6. Detecção e Visualização de Riboprobes
- Transferência de slides para o buffer TNT em que o peróxido de hidrogênio 0,3% foi adicionado, por 10 min.
- Lave os cortes em TNT buffer, 3 vezes (10 min cada).
- Usando uma caneta DAKO, desenhe um bem ao redor da área que contém as seções do cérebro. Importante, devem ser tomadas precauções para garantir que as seções não seca.
- Aplicar 150 mL de tampão TNB a cada slide, e incubar seções nesta solução por 30 min, em câmara úmida.
- Remoção da solução TNB excesso de slides de inclinação.
- Aplicar 150 mL de solução contendo TNB conjugado com peroxidase de anticorpos anti-DIG e slides armazenar em câmara úmida por 2 horas. Concentração de anticorpos deve ser determinada individualmente para cada transcrição de interesse antes da realização dFISH.
- Lave os cortes em TNT buffer; 3 vezes, 10 min cada.
- Aplicar 150 mL de Alexa 594-conjugados solução tiramida trabalhando para cada slide, e armazená-los em câmara úmida por 1 hora. Esta solução deve ser preparada de acordo com as instruções do fabricante.
- Lave os cortes em TNT buffer; 3 vezes, 10 min cada.
- Seções incubar em tampão TNT para que o peróxido de hidrogênio 0,3% foi adicionado para 10-30 min.
- Lave os cortes em TNT buffer; 3 vezes, 10 min cada.
- Aplicar 150 mL de tampão TNB por lâmina, e mantê-los em câmara úmida por 30 min.
- Remoção da solução TNB excesso de slides de inclinação.
- Adicionar 150 mL de solução contendo TNB conjugado com peroxidase de anticorpos anti-biotina, e slides armazenar em câmara úmida por 2 horas.
- Lave os cortes em TNT buffer; 3 vezes, 10 min cada.
- Aplicar 150 mL de uma Alexa 488-conjugados solução tiramida trabalhando para os slides e seções incubar por 1 hora. Esta solução deve ser preparada de acordo com as recomendações do fabricante.
- Lave os cortes em TNT buffer; 3 vezes, 10 min cada.
- Adicionar 150 mL de solução de Hoechst (1:1000 em TNT buffer) para as seções e mantê-los na câmara úmida por 2 min.
- Lavar as seções em TNT buffer; 3 vezes, 5 min cada.
- Seções lamela com uma média de fluorescência compatível com a montagem (por exemplo, Vectashield ou prolongar Antifade).

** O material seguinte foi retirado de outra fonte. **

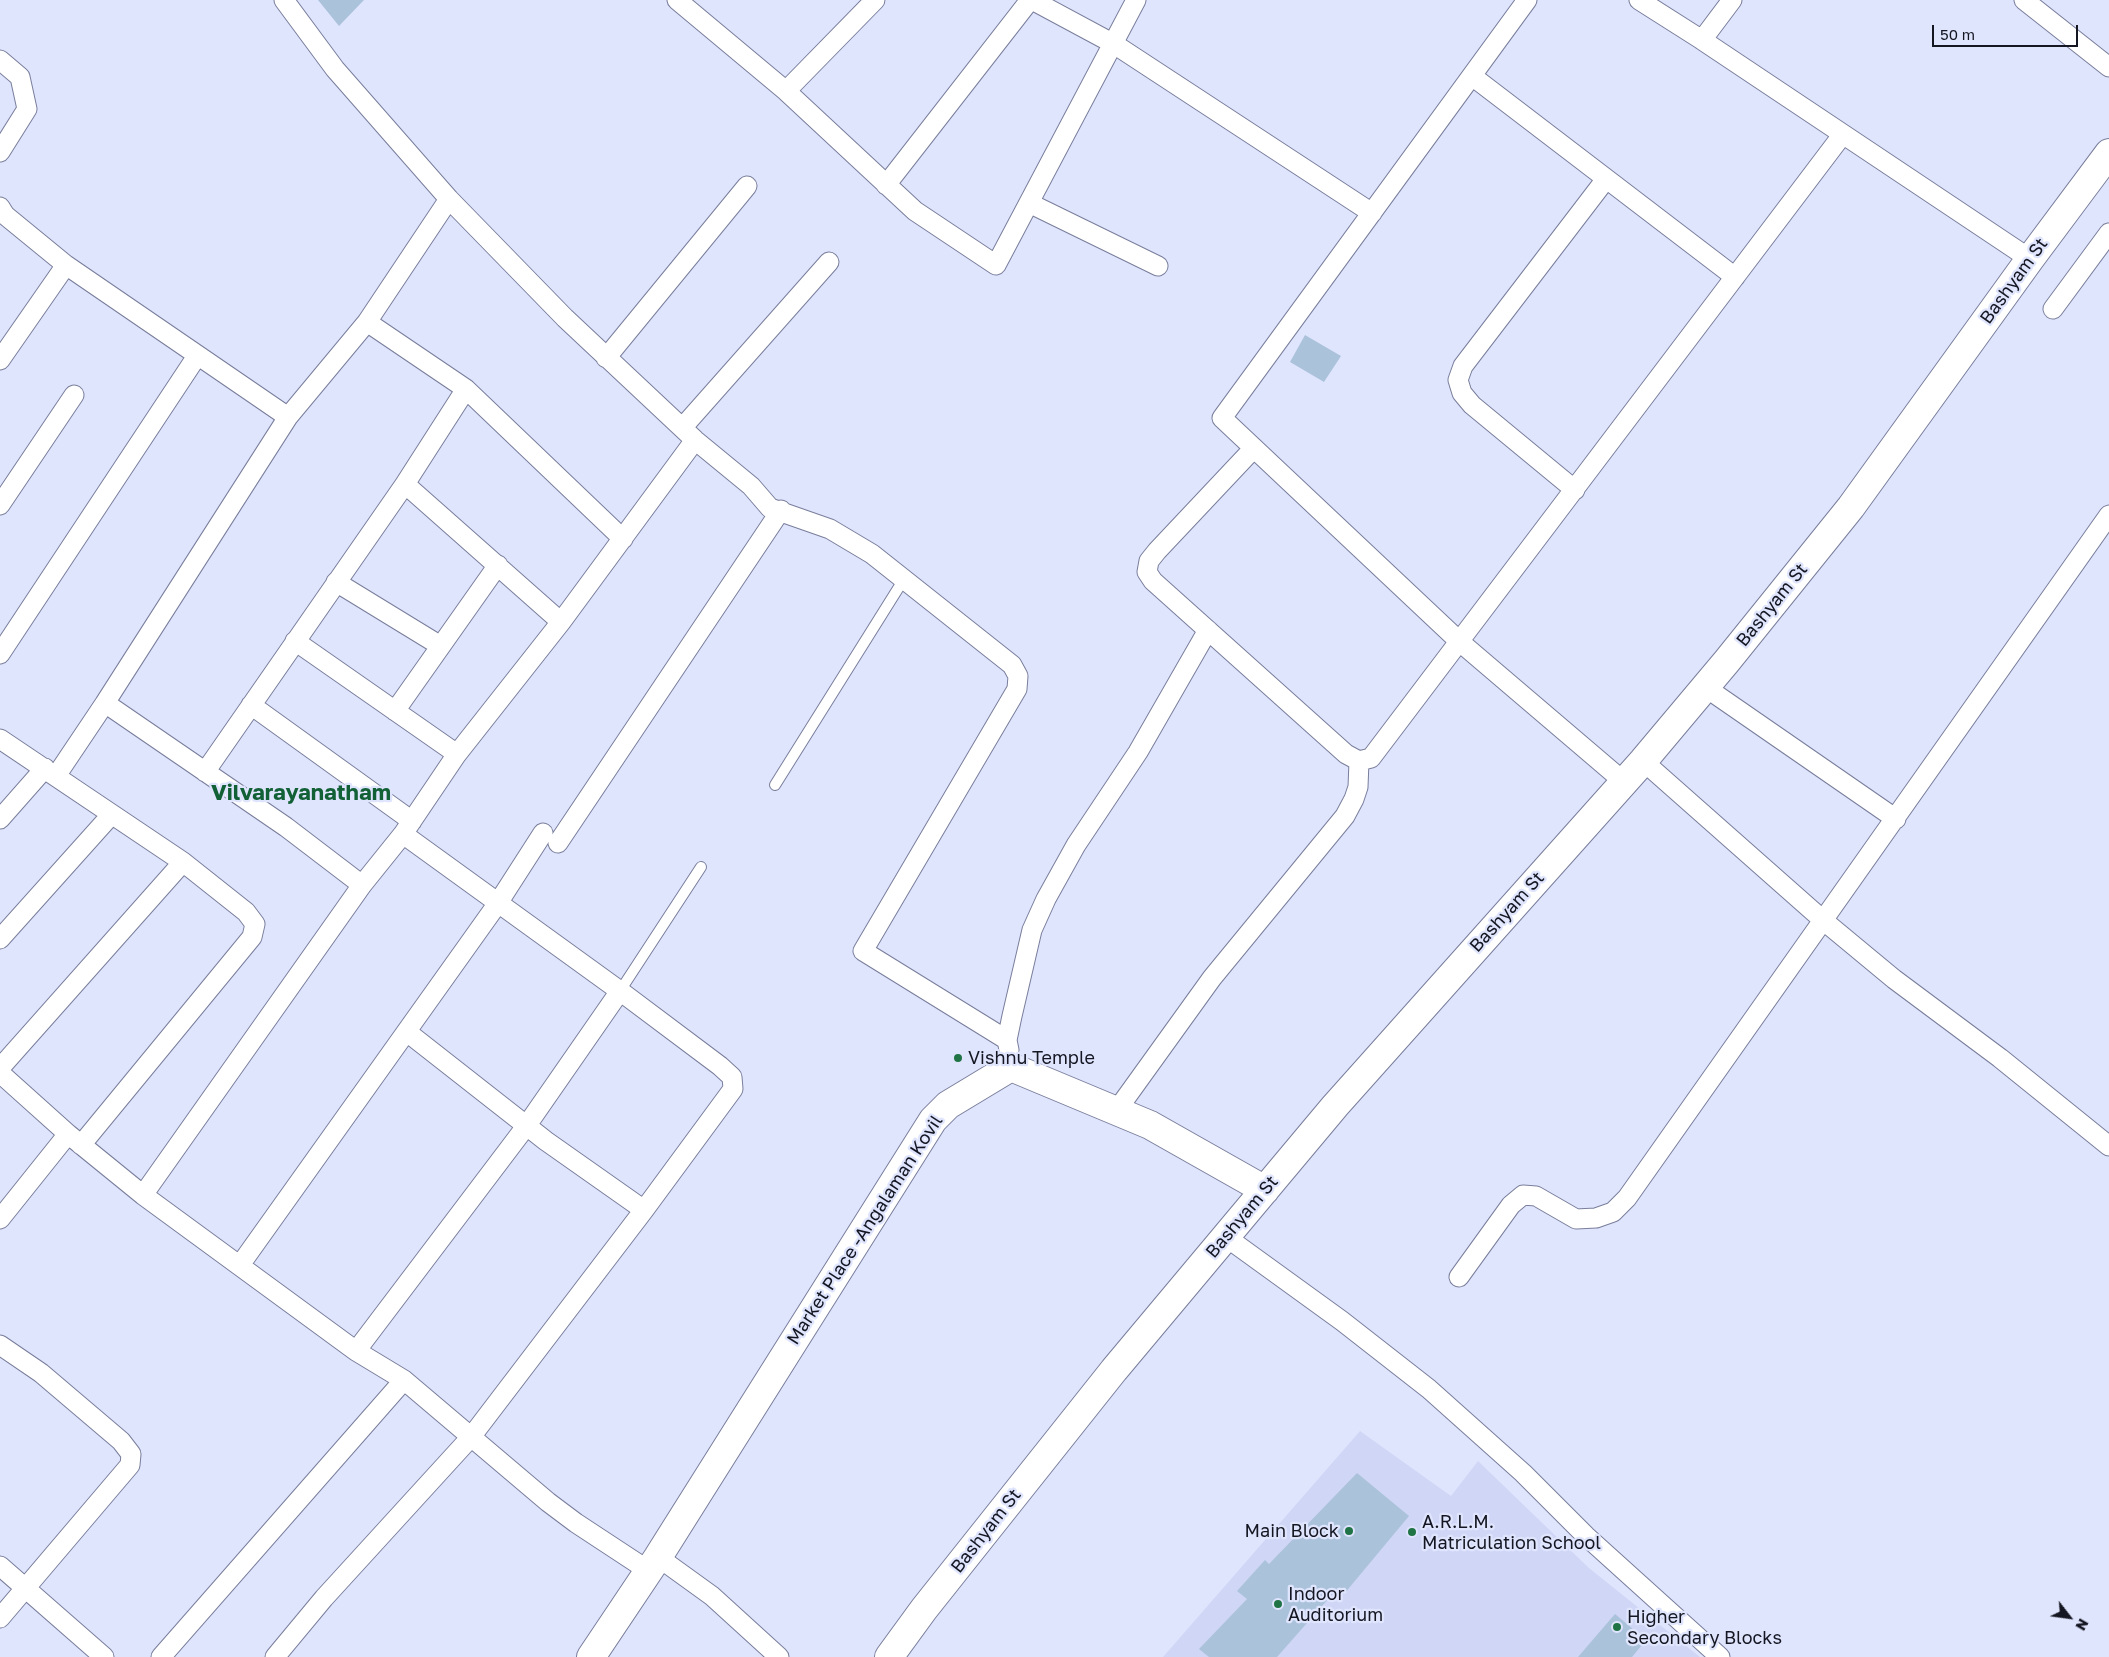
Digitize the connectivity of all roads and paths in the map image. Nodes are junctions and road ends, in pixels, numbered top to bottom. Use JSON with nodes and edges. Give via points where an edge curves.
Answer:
{"nodes":[{"id":1,"x":284,"y":0,"type":"edge"},
{"id":2,"x":677,"y":0,"type":"edge"},
{"id":3,"x":874,"y":0,"type":"edge"},
{"id":4,"x":1031,"y":0,"type":"edge"},
{"id":5,"x":1136,"y":0,"type":"edge"},
{"id":6,"x":1527,"y":0,"type":"edge"},
{"id":7,"x":1639,"y":0,"type":"edge"},
{"id":8,"x":1732,"y":0,"type":"edge"},
{"id":9,"x":2024,"y":0,"type":"edge"},
{"id":10,"x":1702,"y":40,"type":"junction"},
{"id":11,"x":1114,"y":44,"type":"junction"},
{"id":12,"x":0,"y":60,"type":"edge"},
{"id":13,"x":2109,"y":67,"type":"edge"},
{"id":14,"x":1472,"y":76,"type":"junction"},
{"id":15,"x":786,"y":91,"type":"junction"},
{"id":16,"x":1843,"y":134,"type":"junction"},
{"id":17,"x":0,"y":152,"type":"edge"},
{"id":18,"x":2109,"y":153,"type":"edge"},
{"id":19,"x":1606,"y":179,"type":"junction"},
{"id":20,"x":886,"y":185,"type":"junction"},
{"id":21,"x":747,"y":186,"type":"dead end"},
{"id":22,"x":449,"y":199,"type":"junction"},
{"id":23,"x":1029,"y":203,"type":"junction"},
{"id":24,"x":1372,"y":213,"type":"junction"},
{"id":25,"x":2,"y":215,"type":"edge"},
{"id":26,"x":2109,"y":234,"type":"edge"},
{"id":27,"x":2030,"y":259,"type":"junction"},
{"id":28,"x":829,"y":262,"type":"dead end"},
{"id":29,"x":66,"y":265,"type":"junction"},
{"id":30,"x":1158,"y":266,"type":"dead end"},
{"id":31,"x":1735,"y":277,"type":"junction"},
{"id":32,"x":2053,"y":308,"type":"dead end"},
{"id":33,"x":367,"y":322,"type":"junction"},
{"id":34,"x":197,"y":356,"type":"junction"},
{"id":35,"x":606,"y":358,"type":"junction"},
{"id":36,"x":0,"y":360,"type":"edge"},
{"id":37,"x":466,"y":389,"type":"junction"},
{"id":38,"x":74,"y":395,"type":"dead end"},
{"id":39,"x":288,"y":417,"type":"junction"},
{"id":40,"x":689,"y":434,"type":"junction"},
{"id":41,"x":1254,"y":448,"type":"junction"},
{"id":42,"x":405,"y":484,"type":"junction"},
{"id":43,"x":1575,"y":490,"type":"junction"},
{"id":44,"x":0,"y":505,"type":"edge"},
{"id":45,"x":781,"y":510,"type":"junction"},
{"id":46,"x":2109,"y":515,"type":"edge"},
{"id":47,"x":623,"y":539,"type":"junction"},
{"id":48,"x":498,"y":565,"type":"junction"},
{"id":49,"x":904,"y":579,"type":"junction"},
{"id":50,"x":336,"y":582,"type":"junction"},
{"id":51,"x":561,"y":622,"type":"junction"},
{"id":52,"x":1208,"y":630,"type":"junction"},
{"id":53,"x":295,"y":642,"type":"junction"},
{"id":54,"x":1460,"y":642,"type":"junction"},
{"id":55,"x":439,"y":645,"type":"junction"},
{"id":56,"x":0,"y":654,"type":"edge"},
{"id":57,"x":1705,"y":687,"type":"junction"},
{"id":58,"x":105,"y":703,"type":"junction"},
{"id":59,"x":251,"y":705,"type":"junction"},
{"id":60,"x":395,"y":711,"type":"junction"},
{"id":61,"x":0,"y":739,"type":"edge"},
{"id":62,"x":457,"y":754,"type":"junction"},
{"id":63,"x":1359,"y":761,"type":"junction"},
{"id":64,"x":1643,"y":761,"type":"junction"},
{"id":65,"x":51,"y":772,"type":"junction"},
{"id":66,"x":205,"y":772,"type":"junction"},
{"id":67,"x":1623,"y":781,"type":"junction"},
{"id":68,"x":775,"y":784,"type":"dead end"},
{"id":69,"x":112,"y":814,"type":"junction"},
{"id":70,"x":1896,"y":818,"type":"junction"},
{"id":71,"x":0,"y":819,"type":"edge"},
{"id":72,"x":408,"y":827,"type":"junction"},
{"id":73,"x":183,"y":862,"type":"junction"},
{"id":74,"x":701,"y":867,"type":"dead end"},
{"id":75,"x":362,"y":885,"type":"junction"},
{"id":76,"x":498,"y":902,"type":"junction"},
{"id":77,"x":1824,"y":921,"type":"junction"},
{"id":78,"x":0,"y":939,"type":"edge"},
{"id":79,"x":620,"y":991,"type":"junction"},
{"id":80,"x":407,"y":1032,"type":"junction"},
{"id":81,"x":1007,"y":1040,"type":"junction"},
{"id":82,"x":0,"y":1068,"type":"edge"},
{"id":83,"x":1011,"y":1068,"type":"junction"},
{"id":84,"x":0,"y":1073,"type":"edge"},
{"id":85,"x":1117,"y":1110,"type":"junction"},
{"id":86,"x":527,"y":1125,"type":"junction"},
{"id":87,"x":74,"y":1140,"type":"junction"},
{"id":88,"x":2109,"y":1146,"type":"edge"},
{"id":89,"x":1266,"y":1190,"type":"junction"},
{"id":90,"x":143,"y":1195,"type":"junction"},
{"id":91,"x":644,"y":1210,"type":"junction"},
{"id":92,"x":0,"y":1219,"type":"edge"},
{"id":93,"x":1226,"y":1236,"type":"junction"},
{"id":94,"x":240,"y":1265,"type":"junction"},
{"id":95,"x":1459,"y":1277,"type":"dead end"},
{"id":96,"x":0,"y":1345,"type":"edge"},
{"id":97,"x":356,"y":1350,"type":"junction"},
{"id":98,"x":404,"y":1380,"type":"junction"},
{"id":99,"x":471,"y":1437,"type":"junction"},
{"id":100,"x":654,"y":1564,"type":"junction"},
{"id":101,"x":0,"y":1566,"type":"edge"},
{"id":102,"x":25,"y":1589,"type":"junction"},
{"id":103,"x":0,"y":1618,"type":"edge"},
{"id":104,"x":104,"y":1657,"type":"edge"},
{"id":105,"x":161,"y":1657,"type":"edge"},
{"id":106,"x":275,"y":1657,"type":"edge"},
{"id":107,"x":591,"y":1657,"type":"edge"},
{"id":108,"x":780,"y":1657,"type":"edge"},
{"id":109,"x":889,"y":1657,"type":"edge"},
{"id":110,"x":1720,"y":1657,"type":"edge"}],
"edges":[{"from":1,"to":22,"type":"street","via":[[336,69]]},
{"from":2,"to":15,"type":"street"},
{"from":3,"to":15,"type":"street"},
{"from":4,"to":11,"type":"street"},
{"from":4,"to":20,"type":"street"},
{"from":5,"to":11,"type":"street"},
{"from":6,"to":14,"type":"street"},
{"from":7,"to":10,"type":"street"},
{"from":8,"to":10,"type":"street"},
{"from":9,"to":13,"type":"street"},
{"from":10,"to":16,"type":"street"},
{"from":11,"to":23,"type":"street"},
{"from":11,"to":24,"type":"street"},
{"from":12,"to":17,"type":"street","via":[[20,77],[27,109]]},
{"from":14,"to":19,"type":"street"},
{"from":14,"to":24,"type":"street"},
{"from":15,"to":20,"type":"street"},
{"from":16,"to":27,"type":"street"},
{"from":16,"to":31,"type":"street"},
{"from":18,"to":27,"type":"street","name":"Bashyam St"},
{"from":19,"to":31,"type":"street"},
{"from":19,"to":43,"type":"street","via":[[1464,366],[1458,380],[1462,393],[1472,406]]},
{"from":20,"to":23,"type":"street","via":[[915,211],[996,265]]},
{"from":21,"to":35,"type":"street"},
{"from":22,"to":33,"type":"street"},
{"from":22,"to":35,"type":"street"},
{"from":23,"to":30,"type":"street"},
{"from":24,"to":41,"type":"street","via":[[1222,418]]},
{"from":25,"to":29,"type":"street"},
{"from":26,"to":32,"type":"street"},
{"from":27,"to":57,"type":"street","name":"Bashyam St","via":[[1851,507]]},
{"from":28,"to":40,"type":"street"},
{"from":29,"to":34,"type":"street"},
{"from":29,"to":36,"type":"street"},
{"from":31,"to":43,"type":"street"},
{"from":33,"to":37,"type":"street"},
{"from":33,"to":39,"type":"street"},
{"from":34,"to":39,"type":"street"},
{"from":34,"to":56,"type":"street"},
{"from":35,"to":40,"type":"street"},
{"from":37,"to":42,"type":"street"},
{"from":37,"to":47,"type":"street"},
{"from":38,"to":44,"type":"street"},
{"from":39,"to":58,"type":"street"},
{"from":40,"to":45,"type":"street","via":[[750,486],[770,508]]},
{"from":40,"to":47,"type":"street"},
{"from":41,"to":52,"type":"street","via":[[1149,561],[1147,572],[1153,582]]},
{"from":41,"to":54,"type":"street"},
{"from":42,"to":48,"type":"street"},
{"from":42,"to":50,"type":"street"},
{"from":43,"to":54,"type":"street"},
{"from":45,"to":49,"type":"street","via":[[830,530],[872,554]]},
{"from":45,"to":76,"type":"street","via":[[550,838]]},
{"from":46,"to":70,"type":"street"},
{"from":47,"to":51,"type":"street"},
{"from":48,"to":51,"type":"street"},
{"from":48,"to":55,"type":"street"},
{"from":49,"to":68,"type":"lane"},
{"from":49,"to":81,"type":"street","via":[[1012,666],[1018,676],[1017,689],[863,951]]},
{"from":50,"to":53,"type":"street"},
{"from":50,"to":55,"type":"street"},
{"from":51,"to":62,"type":"street"},
{"from":52,"to":63,"type":"street","via":[[1346,754]]},
{"from":52,"to":81,"type":"street","via":[[1138,752],[1076,845],[1046,899],[1032,930]]},
{"from":53,"to":59,"type":"street"},
{"from":53,"to":60,"type":"street"},
{"from":54,"to":63,"type":"street","via":[[1380,748],[1371,758]]},
{"from":54,"to":67,"type":"street"},
{"from":55,"to":60,"type":"street"},
{"from":57,"to":64,"type":"street","name":"Bashyam St"},
{"from":57,"to":70,"type":"street"},
{"from":58,"to":65,"type":"street"},
{"from":58,"to":66,"type":"street"},
{"from":59,"to":66,"type":"street"},
{"from":59,"to":72,"type":"street"},
{"from":60,"to":62,"type":"street"},
{"from":61,"to":65,"type":"street"},
{"from":62,"to":72,"type":"street"},
{"from":63,"to":85,"type":"street","via":[[1358,787],[1345,816],[1212,978]]},
{"from":64,"to":67,"type":"street","name":"Bashyam St"},
{"from":64,"to":77,"type":"street"},
{"from":65,"to":69,"type":"street"},
{"from":65,"to":71,"type":"street"},
{"from":66,"to":75,"type":"street","via":[[286,827]]},
{"from":67,"to":89,"type":"street","name":"Bashyam St","via":[[1335,1106]]},
{"from":69,"to":73,"type":"street"},
{"from":69,"to":78,"type":"street"},
{"from":70,"to":77,"type":"street"},
{"from":72,"to":75,"type":"street"},
{"from":72,"to":76,"type":"street"},
{"from":73,"to":82,"type":"street"},
{"from":73,"to":87,"type":"street","via":[[246,912],[255,924],[252,937]]},
{"from":74,"to":79,"type":"lane"},
{"from":75,"to":90,"type":"street"},
{"from":76,"to":79,"type":"street"},
{"from":76,"to":80,"type":"street"},
{"from":77,"to":88,"type":"street"},
{"from":77,"to":95,"type":"street","via":[[1614,1212],[1596,1218],[1576,1219],[1536,1196],[1523,1195],[1511,1204]]},
{"from":79,"to":86,"type":"street"},
{"from":79,"to":91,"type":"street","via":[[732,1077],[733,1090]]},
{"from":80,"to":86,"type":"street"},
{"from":80,"to":94,"type":"street"},
{"from":81,"to":83,"type":"street"},
{"from":83,"to":85,"type":"street"},
{"from":83,"to":100,"type":"street","name":"Market Place -Angalaman Kovil","via":[[948,1105],[933,1120]]},
{"from":84,"to":87,"type":"street"},
{"from":85,"to":89,"type":"street"},
{"from":86,"to":91,"type":"street"},
{"from":86,"to":97,"type":"street"},
{"from":87,"to":90,"type":"street"},
{"from":87,"to":92,"type":"street"},
{"from":89,"to":93,"type":"street","name":"Bashyam St"},
{"from":90,"to":94,"type":"street"},
{"from":91,"to":99,"type":"street"},
{"from":93,"to":109,"type":"street","name":"Bashyam St","via":[[1107,1378]]},
{"from":93,"to":110,"type":"street","via":[[1429,1389]]},
{"from":94,"to":97,"type":"street"},
{"from":96,"to":102,"type":"street","via":[[49,1379],[122,1441],[131,1454],[130,1465]]},
{"from":97,"to":98,"type":"street"},
{"from":98,"to":99,"type":"street"},
{"from":98,"to":105,"type":"street"},
{"from":99,"to":100,"type":"street","via":[[569,1518]]},
{"from":99,"to":106,"type":"street","via":[[324,1598]]},
{"from":100,"to":107,"type":"street","name":"Market Place -Angalaman Kovil"},
{"from":100,"to":108,"type":"street","via":[[712,1596]]},
{"from":101,"to":102,"type":"street"},
{"from":102,"to":103,"type":"street"},
{"from":102,"to":104,"type":"street"}]}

7. Resultados representante

Figura 1. Mostramos aqui os resultados obtidos dFISH representante no cérebro de tentilhões-zebra. Mostrados são fotomicrografias obtidas a partir da nidopallium caudomedial (NCM), o análogo songbird do córtex auditivo de mamíferos. Seções do cérebro foram hibridizados com uma riboprobe biotinilado contra parvalbumina (A), um marcador para uma sub-população de neurônios inibitórios, e um DIG marcado ribosonda dirigida contra o dependente de atividade do gene Zenk (B), um marcador confiável para a canção-driven neurônios. C) Sobreposição de (A) e (B) mostra uma população de neurônios inibitórios que são ativadas pela experiência auditiva. Flechas e setas indicam células marcadas exclusivamente com cada um dos dois riboprobes, e asteriscos mostram neurônios representante co-expressar tanto transcrições de interesse. Barra de escala = 25 mm.